# Exercise prompt
Going through the lines below, tally those that include "Avenue", and give only the number.

START Dataset extract

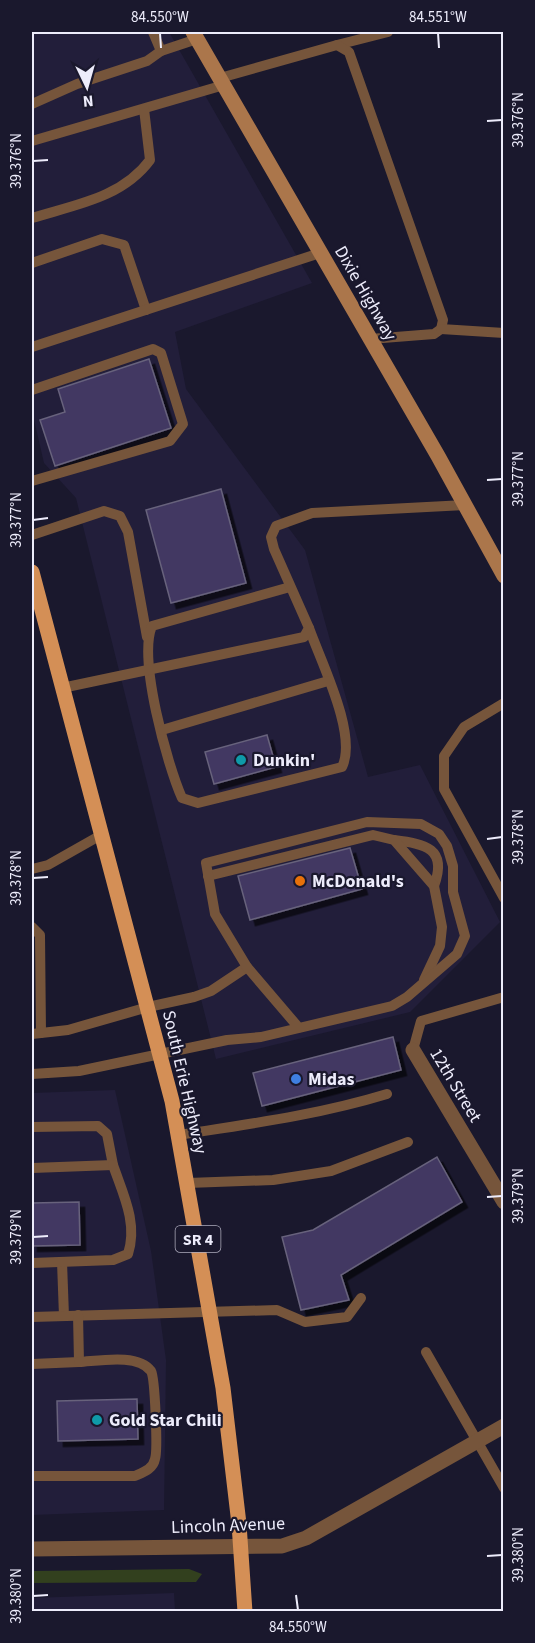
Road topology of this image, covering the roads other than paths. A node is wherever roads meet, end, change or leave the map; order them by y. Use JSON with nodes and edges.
{"nodes":[{"id":1,"x":153,"y":32,"type":"edge"},
{"id":2,"x":387,"y":32,"type":"edge"},
{"id":3,"x":195,"y":35,"type":"edge"},
{"id":4,"x":338,"y":45,"type":"junction"},
{"id":5,"x":161,"y":51,"type":"junction"},
{"id":6,"x":222,"y":82,"type":"junction"},
{"id":7,"x":32,"y":104,"type":"edge"},
{"id":8,"x":144,"y":109,"type":"junction"},
{"id":9,"x":32,"y":141,"type":"edge"},
{"id":10,"x":32,"y":218,"type":"edge"},
{"id":11,"x":320,"y":253,"type":"junction"},
{"id":12,"x":32,"y":263,"type":"edge"},
{"id":13,"x":146,"y":310,"type":"junction"},
{"id":14,"x":441,"y":329,"type":"junction"},
{"id":15,"x":504,"y":333,"type":"edge"},
{"id":16,"x":370,"y":339,"type":"junction"},
{"id":17,"x":32,"y":347,"type":"edge"},
{"id":18,"x":32,"y":390,"type":"edge"},
{"id":19,"x":32,"y":481,"type":"edge"},
{"id":20,"x":465,"y":505,"type":"junction"},
{"id":21,"x":32,"y":535,"type":"edge"},
{"id":22,"x":32,"y":572,"type":"edge"},
{"id":23,"x":504,"y":576,"type":"edge"},
{"id":24,"x":290,"y":587,"type":"junction"},
{"id":25,"x":34,"y":591,"type":"edge"},
{"id":26,"x":309,"y":628,"type":"junction"},
{"id":27,"x":147,"y":638,"type":"junction"},
{"id":28,"x":148,"y":670,"type":"junction"},
{"id":29,"x":328,"y":681,"type":"junction"},
{"id":30,"x":62,"y":688,"type":"junction"},
{"id":31,"x":504,"y":703,"type":"edge"},
{"id":32,"x":162,"y":730,"type":"junction"},
{"id":33,"x":101,"y":835,"type":"junction"},
{"id":34,"x":394,"y":840,"type":"junction"},
{"id":35,"x":32,"y":869,"type":"edge"},
{"id":36,"x":208,"y":876,"type":"junction"},
{"id":37,"x":434,"y":886,"type":"junction"},
{"id":38,"x":504,"y":898,"type":"edge"},
{"id":39,"x":32,"y":927,"type":"edge"},
{"id":40,"x":247,"y":967,"type":"junction"},
{"id":41,"x":423,"y":983,"type":"junction"},
{"id":42,"x":504,"y":997,"type":"edge"},
{"id":43,"x":148,"y":1006,"type":"junction"},
{"id":44,"x":299,"y":1028,"type":"junction"},
{"id":45,"x":36,"y":1034,"type":"edge"},
{"id":46,"x":413,"y":1050,"type":"joint"},
{"id":47,"x":159,"y":1053,"type":"junction"},
{"id":48,"x":32,"y":1074,"type":"edge"},
{"id":49,"x":387,"y":1094,"type":"dead end"},
{"id":50,"x":32,"y":1127,"type":"edge"},
{"id":51,"x":179,"y":1135,"type":"junction"},
{"id":52,"x":408,"y":1142,"type":"dead end"},
{"id":53,"x":113,"y":1165,"type":"junction"},
{"id":54,"x":32,"y":1168,"type":"edge"},
{"id":55,"x":188,"y":1183,"type":"junction"},
{"id":56,"x":504,"y":1202,"type":"edge"},
{"id":57,"x":62,"y":1262,"type":"junction"},
{"id":58,"x":32,"y":1263,"type":"edge"},
{"id":59,"x":360,"y":1298,"type":"dead end"},
{"id":60,"x":211,"y":1311,"type":"junction"},
{"id":61,"x":78,"y":1315,"type":"junction"},
{"id":62,"x":64,"y":1316,"type":"junction"},
{"id":63,"x":32,"y":1317,"type":"edge"},
{"id":64,"x":426,"y":1352,"type":"dead end"},
{"id":65,"x":79,"y":1362,"type":"junction"},
{"id":66,"x":32,"y":1364,"type":"edge"},
{"id":67,"x":504,"y":1426,"type":"edge"},
{"id":68,"x":478,"y":1441,"type":"junction"},
{"id":69,"x":32,"y":1476,"type":"edge"},
{"id":70,"x":504,"y":1488,"type":"edge"},
{"id":71,"x":241,"y":1546,"type":"junction"},
{"id":72,"x":32,"y":1549,"type":"edge"},
{"id":73,"x":245,"y":1611,"type":"edge"}],
"edges":[{"from":1,"to":5,"type":"lane"},
{"from":2,"to":4,"type":"lane"},
{"from":3,"to":5,"type":"lane"},
{"from":3,"to":6,"type":"street","name":"Dixie Highway"},
{"from":4,"to":6,"type":"lane"},
{"from":4,"to":14,"type":"lane"},
{"from":5,"to":7,"type":"lane"},
{"from":6,"to":8,"type":"lane"},
{"from":6,"to":11,"type":"street","name":"Dixie Highway"},
{"from":8,"to":9,"type":"lane"},
{"from":8,"to":10,"type":"lane"},
{"from":11,"to":13,"type":"lane"},
{"from":11,"to":16,"type":"street","name":"Dixie Highway"},
{"from":12,"to":13,"type":"lane"},
{"from":13,"to":17,"type":"lane"},
{"from":14,"to":15,"type":"lane"},
{"from":14,"to":16,"type":"lane"},
{"from":16,"to":20,"type":"street","name":"Dixie Highway"},
{"from":18,"to":19,"type":"lane"},
{"from":20,"to":23,"type":"street","name":"Dixie Highway"},
{"from":20,"to":24,"type":"lane"},
{"from":21,"to":27,"type":"lane"},
{"from":22,"to":25,"type":"main road","name":"South Erie Highway","number":"SR 4"},
{"from":24,"to":26,"type":"lane"},
{"from":24,"to":27,"type":"lane"},
{"from":25,"to":30,"type":"main road","name":"South Erie Highway","number":"SR 4"},
{"from":26,"to":28,"type":"lane"},
{"from":26,"to":29,"type":"lane"},
{"from":27,"to":28,"type":"lane"},
{"from":28,"to":30,"type":"lane"},
{"from":28,"to":32,"type":"lane"},
{"from":29,"to":32,"type":"lane"},
{"from":29,"to":32,"type":"lane"},
{"from":30,"to":33,"type":"main road","name":"South Erie Highway","number":"SR 4"},
{"from":31,"to":38,"type":"lane"},
{"from":33,"to":35,"type":"lane"},
{"from":33,"to":43,"type":"main road","name":"South Erie Highway","number":"SR 4"},
{"from":34,"to":36,"type":"lane"},
{"from":34,"to":37,"type":"lane"},
{"from":34,"to":37,"type":"lane"},
{"from":36,"to":40,"type":"lane"},
{"from":36,"to":41,"type":"lane"},
{"from":37,"to":41,"type":"lane"},
{"from":39,"to":45,"type":"lane"},
{"from":40,"to":43,"type":"lane"},
{"from":40,"to":44,"type":"lane"},
{"from":41,"to":44,"type":"lane"},
{"from":42,"to":46,"type":"lane"},
{"from":43,"to":45,"type":"lane"},
{"from":43,"to":47,"type":"main road","name":"South Erie Highway","number":"SR 4"},
{"from":44,"to":47,"type":"lane"},
{"from":46,"to":56,"type":"street","name":"12th Street"},
{"from":47,"to":48,"type":"lane"},
{"from":47,"to":51,"type":"main road","name":"South Erie Highway","number":"SR 4"},
{"from":49,"to":51,"type":"lane"},
{"from":50,"to":53,"type":"lane"},
{"from":51,"to":55,"type":"main road","name":"South Erie Highway","number":"SR 4"},
{"from":52,"to":55,"type":"lane"},
{"from":53,"to":54,"type":"lane"},
{"from":53,"to":57,"type":"lane"},
{"from":55,"to":60,"type":"main road","name":"South Erie Highway","number":"SR 4"},
{"from":57,"to":58,"type":"lane"},
{"from":57,"to":62,"type":"lane"},
{"from":59,"to":60,"type":"lane"},
{"from":60,"to":61,"type":"lane"},
{"from":60,"to":71,"type":"main road","name":"South Erie Highway","number":"SR 4"},
{"from":61,"to":62,"type":"lane"},
{"from":61,"to":65,"type":"lane"},
{"from":62,"to":63,"type":"lane"},
{"from":64,"to":68,"type":"lane"},
{"from":65,"to":66,"type":"lane"},
{"from":65,"to":69,"type":"lane"},
{"from":67,"to":68,"type":"street","name":"Lincoln Avenue"},
{"from":68,"to":70,"type":"lane"},
{"from":68,"to":71,"type":"street","name":"Lincoln Avenue"},
{"from":71,"to":72,"type":"street","name":"Lincoln Avenue"},
{"from":71,"to":73,"type":"main road","name":"South Erie Highway","number":"SR 4"}]}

END Dataset extract

# Answer for this exercise
3